[Data extracted from a collection]

● ● ● ●

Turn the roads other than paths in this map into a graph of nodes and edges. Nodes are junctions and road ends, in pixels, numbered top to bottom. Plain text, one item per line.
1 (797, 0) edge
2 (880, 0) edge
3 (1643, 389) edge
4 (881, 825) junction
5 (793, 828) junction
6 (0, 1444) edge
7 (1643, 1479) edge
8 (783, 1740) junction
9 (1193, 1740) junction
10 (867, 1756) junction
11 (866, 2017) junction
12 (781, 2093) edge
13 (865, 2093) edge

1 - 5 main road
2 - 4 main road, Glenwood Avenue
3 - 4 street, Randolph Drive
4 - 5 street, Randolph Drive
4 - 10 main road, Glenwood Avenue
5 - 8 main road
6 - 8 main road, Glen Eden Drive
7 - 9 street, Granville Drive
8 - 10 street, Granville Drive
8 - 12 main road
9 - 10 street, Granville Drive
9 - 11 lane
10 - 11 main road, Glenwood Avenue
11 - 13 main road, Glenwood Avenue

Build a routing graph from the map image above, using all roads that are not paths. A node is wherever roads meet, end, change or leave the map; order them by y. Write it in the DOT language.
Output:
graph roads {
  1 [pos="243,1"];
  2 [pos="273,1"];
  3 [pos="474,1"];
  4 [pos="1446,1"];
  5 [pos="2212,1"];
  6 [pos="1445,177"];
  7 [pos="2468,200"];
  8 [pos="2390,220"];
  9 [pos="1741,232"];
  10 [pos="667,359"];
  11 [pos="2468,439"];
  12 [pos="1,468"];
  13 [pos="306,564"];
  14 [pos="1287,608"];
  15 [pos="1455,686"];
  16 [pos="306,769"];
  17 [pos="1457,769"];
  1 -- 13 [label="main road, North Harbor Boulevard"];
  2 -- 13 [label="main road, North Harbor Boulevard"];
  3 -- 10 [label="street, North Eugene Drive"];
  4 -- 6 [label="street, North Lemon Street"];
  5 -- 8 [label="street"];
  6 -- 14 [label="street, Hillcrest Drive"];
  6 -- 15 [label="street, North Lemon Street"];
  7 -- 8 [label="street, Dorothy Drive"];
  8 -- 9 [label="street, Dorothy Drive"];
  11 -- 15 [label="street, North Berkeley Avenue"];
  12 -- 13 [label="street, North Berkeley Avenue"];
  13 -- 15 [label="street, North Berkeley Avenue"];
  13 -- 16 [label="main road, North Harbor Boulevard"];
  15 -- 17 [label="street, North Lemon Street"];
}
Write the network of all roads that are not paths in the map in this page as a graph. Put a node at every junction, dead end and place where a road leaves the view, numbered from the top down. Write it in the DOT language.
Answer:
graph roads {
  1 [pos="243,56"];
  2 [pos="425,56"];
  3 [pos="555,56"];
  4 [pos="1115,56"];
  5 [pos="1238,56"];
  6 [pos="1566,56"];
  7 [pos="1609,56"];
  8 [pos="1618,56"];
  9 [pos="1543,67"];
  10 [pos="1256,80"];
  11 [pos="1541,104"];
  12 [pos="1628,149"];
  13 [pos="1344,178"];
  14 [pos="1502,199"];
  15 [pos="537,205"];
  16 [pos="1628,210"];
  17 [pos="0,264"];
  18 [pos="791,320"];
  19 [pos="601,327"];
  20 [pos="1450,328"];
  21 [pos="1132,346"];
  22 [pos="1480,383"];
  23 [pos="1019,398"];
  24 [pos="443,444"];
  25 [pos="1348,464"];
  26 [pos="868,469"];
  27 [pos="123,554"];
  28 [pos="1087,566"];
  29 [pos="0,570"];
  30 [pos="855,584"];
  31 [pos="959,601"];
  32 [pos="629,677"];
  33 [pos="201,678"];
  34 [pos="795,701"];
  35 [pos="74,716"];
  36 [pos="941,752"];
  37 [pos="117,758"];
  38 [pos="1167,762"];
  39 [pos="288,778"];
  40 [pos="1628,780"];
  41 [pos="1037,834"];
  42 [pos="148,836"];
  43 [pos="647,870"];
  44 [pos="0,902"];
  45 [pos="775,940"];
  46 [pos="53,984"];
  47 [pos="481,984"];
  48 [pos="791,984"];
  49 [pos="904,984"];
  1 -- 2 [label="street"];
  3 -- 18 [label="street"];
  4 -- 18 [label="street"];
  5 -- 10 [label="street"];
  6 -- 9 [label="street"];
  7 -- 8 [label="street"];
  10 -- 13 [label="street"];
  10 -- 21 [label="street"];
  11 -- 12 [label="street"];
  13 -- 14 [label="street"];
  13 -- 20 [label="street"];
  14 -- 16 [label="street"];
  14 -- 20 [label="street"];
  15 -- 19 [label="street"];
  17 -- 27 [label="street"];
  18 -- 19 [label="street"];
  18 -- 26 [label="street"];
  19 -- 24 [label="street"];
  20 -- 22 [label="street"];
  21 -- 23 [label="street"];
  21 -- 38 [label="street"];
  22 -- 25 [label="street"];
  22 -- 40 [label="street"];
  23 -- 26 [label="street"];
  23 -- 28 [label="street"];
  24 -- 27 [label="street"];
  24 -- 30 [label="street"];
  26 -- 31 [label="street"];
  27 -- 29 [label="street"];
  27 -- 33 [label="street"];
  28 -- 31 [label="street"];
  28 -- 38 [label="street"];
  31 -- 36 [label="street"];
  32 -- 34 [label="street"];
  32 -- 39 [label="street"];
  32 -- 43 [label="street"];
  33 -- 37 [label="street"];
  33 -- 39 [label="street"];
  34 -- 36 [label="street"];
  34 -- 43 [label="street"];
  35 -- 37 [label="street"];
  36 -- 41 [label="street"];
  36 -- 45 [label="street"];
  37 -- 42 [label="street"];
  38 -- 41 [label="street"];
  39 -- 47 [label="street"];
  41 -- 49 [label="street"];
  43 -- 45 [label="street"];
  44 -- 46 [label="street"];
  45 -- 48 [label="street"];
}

● ● ● ●

> PROBLEM TO SOLVE:
Please copy each line of the records above that holds the word "graph".

> WRITTEN ANSWER:
Turn the roads other than paths in this map into a graph of nodes and edges. Nodes are junctions and road ends, in pixels, numbered top to bottom. Plain text, one item per line.
Build a routing graph from the map image above, using all roads that are not paths. A node is wherever roads meet, end, change or leave the map; order them by y. Write it in the DOT language.
graph roads {
Write the network of all roads that are not paths in the map in this page as a graph. Put a node at every junction, dead end and place where a road leaves the view, numbered from the top down. Write it in the DOT language.
graph roads {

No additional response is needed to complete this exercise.